Tags [ commons-logging, JUnit, logging, unit test ]

Did I mention this blog is going to be a bit stream-of-consciousness, hopping around from topic to topic? Anyway, wanted to talk today about “chatty” unit tests–unit tests which produce logging output when they run. Most of the time this is due to logging statements from the class under test. Now, most of our Java classes use commons-logging in the following fashion:

public class Thing {
  private static final Log logger =
    LogFactory.getLog(Thing.class);
  // ...
}

This makes sure there’s one logger per class (not per object), which is usually what you want, so that you can control logging (particularly at runtime) on a whole package basis. However, now when you run unit tests against Thing, it might spew out a bunch of log messages (particularly if those messages are at the INFO level, or if you log exceptions to ERROR (you are testing the exception cases in your unit tests, right?)).
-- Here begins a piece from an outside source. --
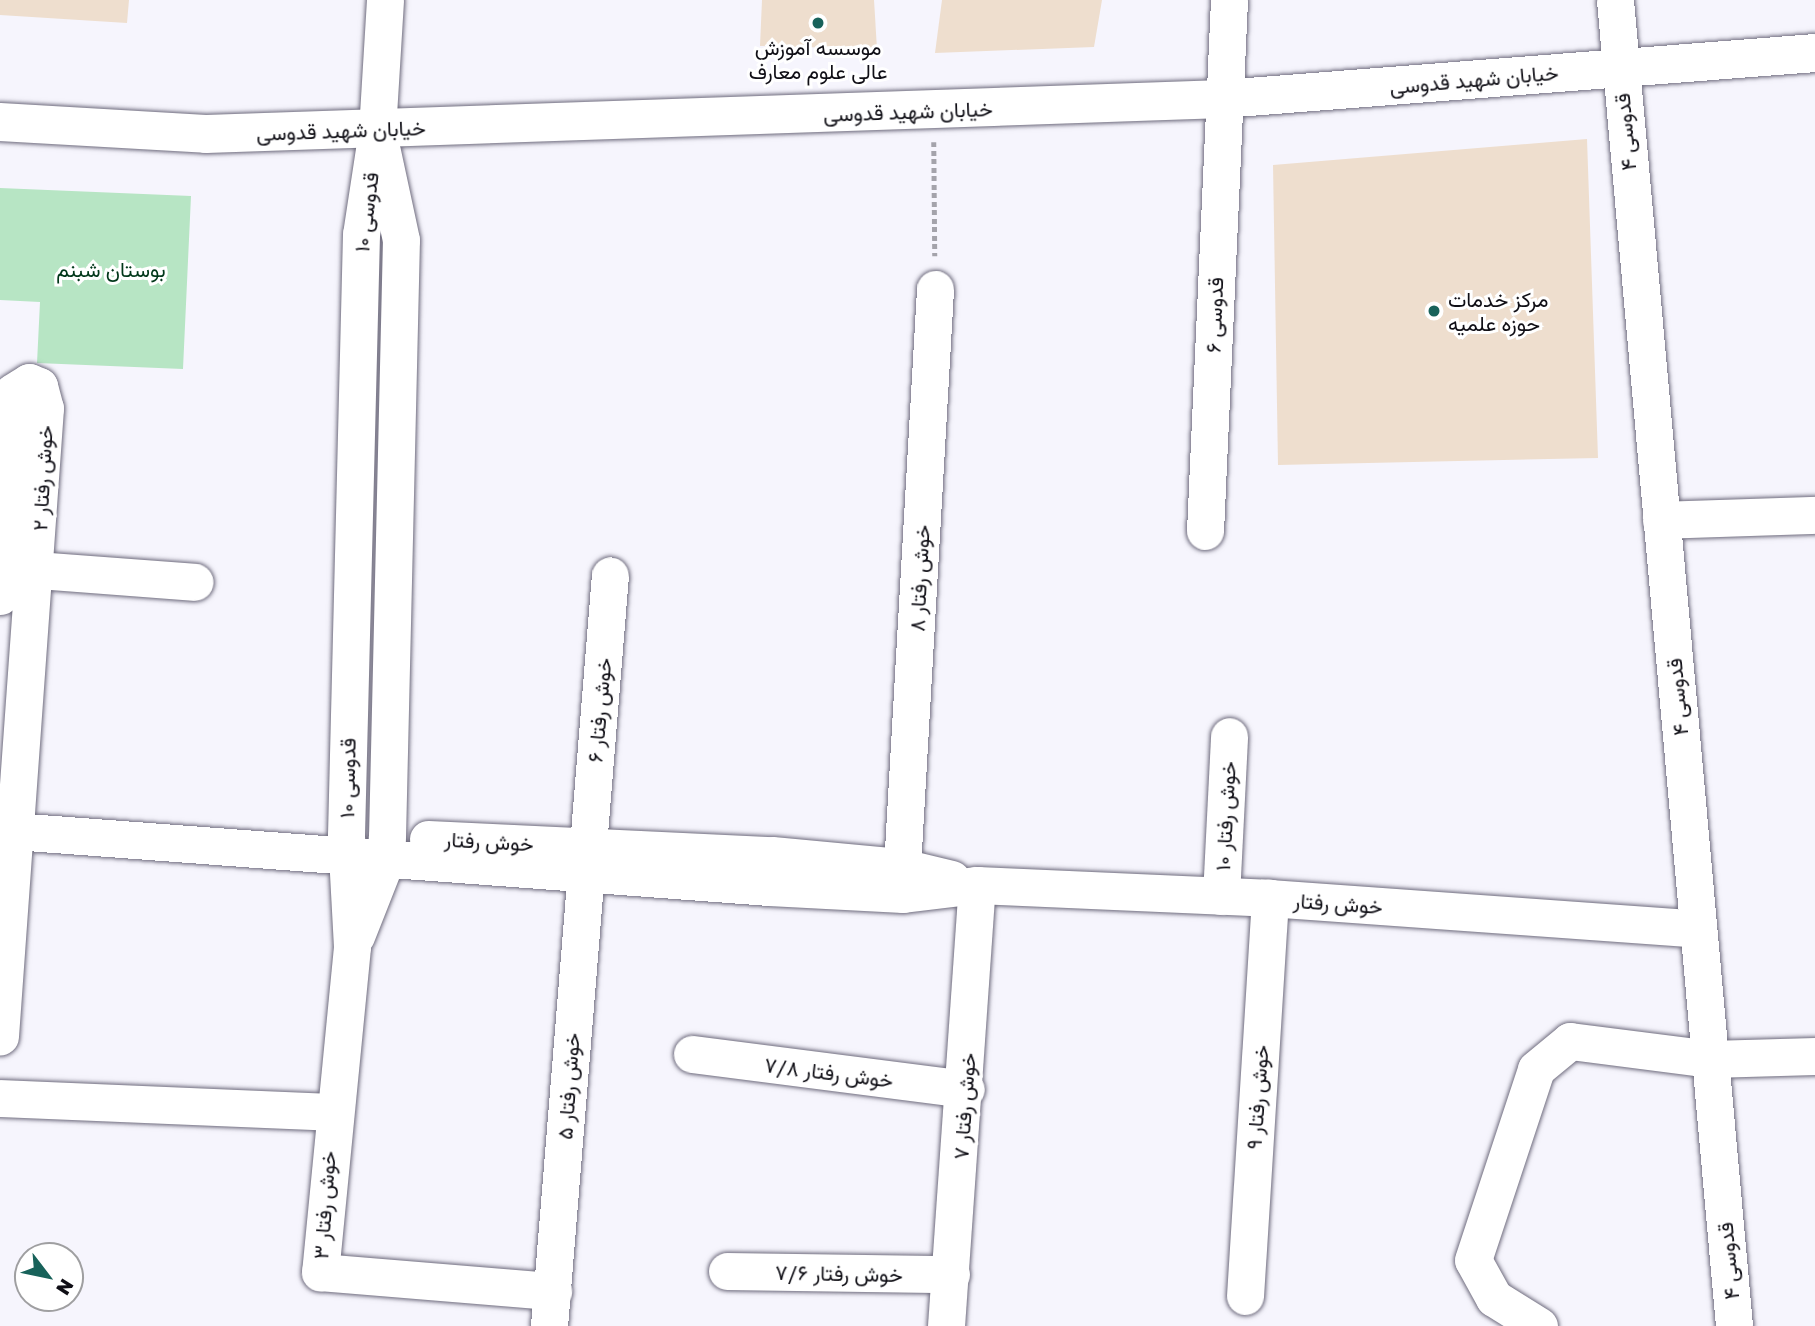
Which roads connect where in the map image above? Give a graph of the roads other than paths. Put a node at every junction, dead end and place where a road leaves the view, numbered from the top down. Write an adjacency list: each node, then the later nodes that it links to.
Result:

This not only scrolls a bunch of stuff on the screen you probably don’t care about (especially if it’s for tests that pass), but it also slows your unit tests down with I/O. So, a simple solution is to code it like this:

public class Thing {
  private static final Log defaultLogger =
    LogFactory.getLog(Thing.class);
  private Log logger;
  public Thing() {
    this.logger = defaultLogger;
  }
  public Thing(Log logger) {
    this.logger = logger;
  }
  // ...
}

Now, most of the time your class will behave as before, especially in a Spring/Hibernate world where everything is expected to have a default constructor. However, now in your unit tests you can either:

public void setUp() {
     Log mockLog = EasyMock.createMock(Log.class);
     Thing thing = new Thing(mockLog);
}

especially if you want to actually test the logging. Or, if you just want the unit test to “shut up” while you run it:

public void setUp() {
    Log nullLog = new org.apache.commons.logging.impl.NoOpLog();
    Thing thing = new Thing(nullLog);
}

Note that if a unit test breaks, you can always come back in to setUp and change the call to instantiate the Thing under test to use the default constructor again (and thus bring back more verbose logging).